How to speed up AtomicAdd kernel using shared memory

Hi. I am seeking help to understand why my code using shared memory and atomic operations is not working.

I’m relatively new to CUDA programming. I’ve studied the various explanations and examples around creating custom kernels and using atomic operations (here, here, here and various other explanatory sites / links I could find on SO and this forum).

Conceptually my problem is as follows:

  • I have a matrix X of size [M, N], a vector Y of size [N], where N >> M, and a matrix Z of size [M, 256].

  • X is an unsigned integer8 array, Y is a float32 vector, Z is a float32 array.

  • For each k < X[i, j]: Z[i, k] += Y[j]

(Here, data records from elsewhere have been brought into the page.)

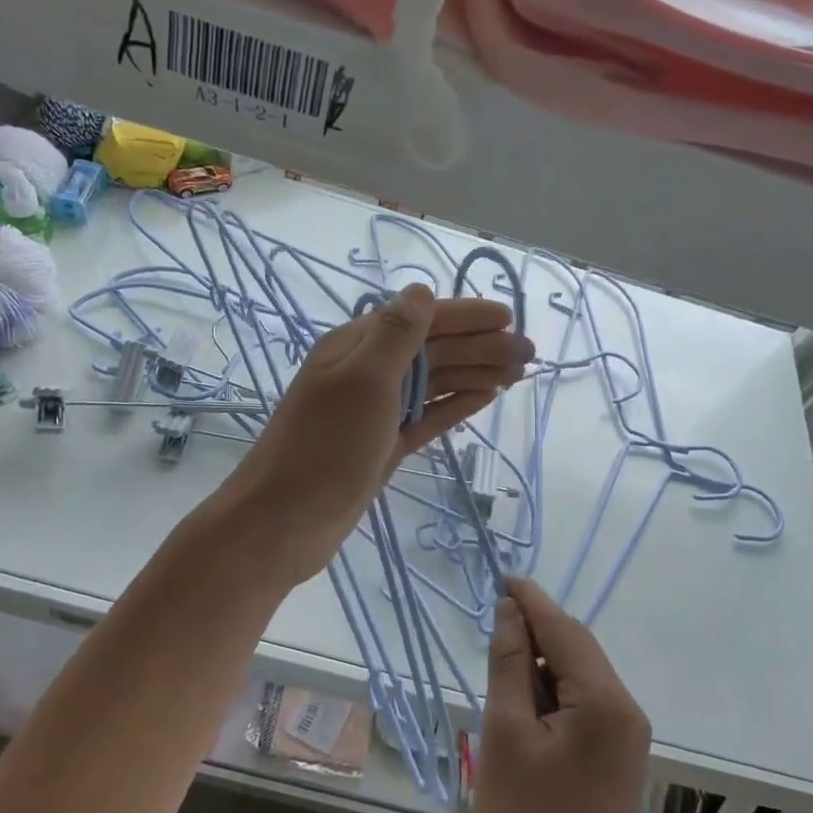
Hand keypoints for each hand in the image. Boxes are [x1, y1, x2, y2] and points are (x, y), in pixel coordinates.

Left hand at [231, 284, 530, 578]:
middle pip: (434, 350)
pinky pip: (428, 414)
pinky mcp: (385, 443)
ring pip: (435, 382)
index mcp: (358, 346)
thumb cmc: (324, 447)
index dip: (466, 316)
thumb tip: (422, 291)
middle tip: (529, 353)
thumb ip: (395, 335)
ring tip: (518, 374)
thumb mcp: (362, 381)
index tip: (510, 317)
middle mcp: (369, 371)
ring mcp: (377, 409)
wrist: (283, 522)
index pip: (421, 319)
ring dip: (476, 372)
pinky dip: (456, 404)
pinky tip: (485, 397)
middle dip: (481, 346)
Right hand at [476, 579, 650, 812]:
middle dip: (536, 633)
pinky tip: (525, 707)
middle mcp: (627, 710)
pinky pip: (585, 705)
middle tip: (492, 627)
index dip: (530, 600)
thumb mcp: (504, 736)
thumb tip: (510, 611)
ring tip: (502, 674)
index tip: (500, 576)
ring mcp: (629, 737)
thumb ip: (510, 664)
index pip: (563, 629)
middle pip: (576, 649)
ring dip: (543, 666)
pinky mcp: (620, 759)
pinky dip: (554, 695)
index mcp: (604, 701)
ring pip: (580, 676)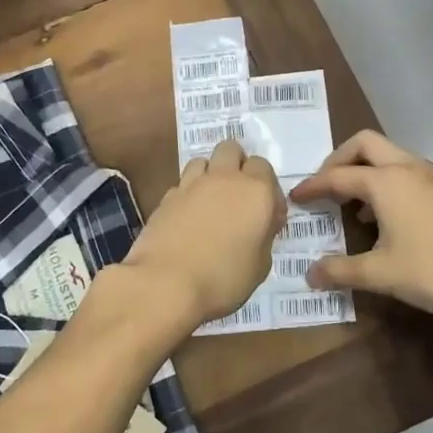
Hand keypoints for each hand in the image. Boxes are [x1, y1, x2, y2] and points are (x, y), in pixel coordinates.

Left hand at [122, 139, 285, 326]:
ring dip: (209, 174)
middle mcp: (224, 179)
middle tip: (237, 197)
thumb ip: (263, 235)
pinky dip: (188, 194)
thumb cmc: (224, 278)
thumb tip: (259, 223)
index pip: (263, 166)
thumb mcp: (261, 265)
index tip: (265, 213)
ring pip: (203, 161)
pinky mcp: (165, 197)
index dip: (266, 187)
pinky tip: (187, 218)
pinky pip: (182, 184)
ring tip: (210, 203)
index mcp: (255, 191)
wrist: (166, 284)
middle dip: (236, 164)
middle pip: (231, 149)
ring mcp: (190, 185)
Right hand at [290, 130, 432, 323]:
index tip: (294, 197)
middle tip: (324, 187)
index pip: (337, 175)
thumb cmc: (432, 271)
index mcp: (386, 181)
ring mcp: (430, 176)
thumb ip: (340, 270)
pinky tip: (382, 217)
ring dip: (364, 170)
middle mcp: (407, 168)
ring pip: (388, 155)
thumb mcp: (379, 274)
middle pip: (364, 144)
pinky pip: (404, 171)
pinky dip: (385, 181)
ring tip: (350, 204)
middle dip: (339, 160)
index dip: (312, 186)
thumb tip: (309, 275)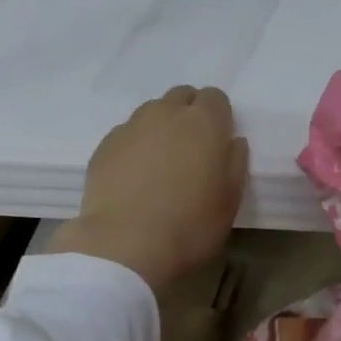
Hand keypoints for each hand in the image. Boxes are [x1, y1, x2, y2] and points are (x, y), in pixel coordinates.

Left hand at [49, 86, 248, 288]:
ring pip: (152, 113)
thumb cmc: (191, 226)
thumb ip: (235, 164)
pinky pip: (127, 135)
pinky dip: (136, 148)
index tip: (218, 144)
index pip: (215, 97)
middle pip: (182, 96)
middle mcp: (166, 114)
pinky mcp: (105, 145)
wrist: (126, 244)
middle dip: (189, 115)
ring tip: (161, 166)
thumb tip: (233, 142)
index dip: (219, 117)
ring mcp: (131, 127)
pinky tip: (136, 179)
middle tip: (191, 152)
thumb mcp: (230, 201)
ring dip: (161, 129)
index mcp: (204, 124)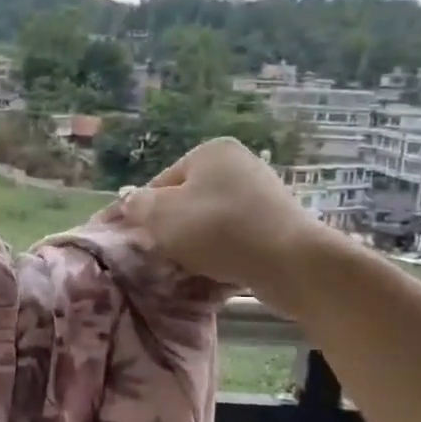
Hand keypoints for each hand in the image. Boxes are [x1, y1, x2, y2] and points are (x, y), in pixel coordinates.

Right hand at [119, 136, 343, 313]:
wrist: (290, 261)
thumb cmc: (217, 229)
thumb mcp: (160, 215)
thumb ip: (137, 205)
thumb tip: (130, 202)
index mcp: (210, 151)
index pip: (159, 183)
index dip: (141, 212)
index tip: (133, 240)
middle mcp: (238, 164)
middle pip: (186, 200)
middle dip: (170, 227)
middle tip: (159, 255)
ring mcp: (262, 192)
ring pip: (209, 220)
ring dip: (194, 241)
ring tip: (186, 266)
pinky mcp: (277, 222)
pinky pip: (235, 235)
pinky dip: (221, 250)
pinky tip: (215, 269)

Hence, the following (stylized) CUDA kernel naively implements this procedure using AtomicAdd:

const int i = blockIdx.x * blockDim.x + threadIdx.x; 
const int j = blockIdx.y * blockDim.y + threadIdx.y;
  
unsigned char Xc = X[i, j];
float yj = Y[j];
for (unsigned char k = 0; k < Xc; k++){
	atomicAdd(&Z[i, k], yj);
}

I am trying to improve on this working solution using shared memory but can’t get it to work. Conceptually, I think the solution should look as follows:

  • Assign values to shared memory arrays;
  • Synchronize threads;
  • Compute the loop on the shared arrays;
  • Synchronize threads;
  • Global AtomicAdd over the results in the shared memory

Thus, a starting implementation would look like this (with a threadblock size of (16, 64)):

// Dimensions
const int i = blockIdx.x * blockDim.x + threadIdx.x;
const int ti = threadIdx.x;
const int j = blockIdx.y * blockDim.y + threadIdx.y;
const int tj = threadIdx.y;
  
// Define shared arrays
__shared__ unsigned char Xs[16][64];
__shared__ float Ys[64];
__shared__ float Zs[16][256];

// Fill shared arrays
Xs[ti, tj] = X[i, j];
Ys[tj] = Y[j];
// Synchronize
__syncthreads();
// Fill shared array
for (unsigned char k = 0; k < Xs[ti, tj]; k++){
    atomicAdd(&Zs[ti, k], Ys[tj]);
}
// Synchronize
__syncthreads();
// Atomic add over global memory
?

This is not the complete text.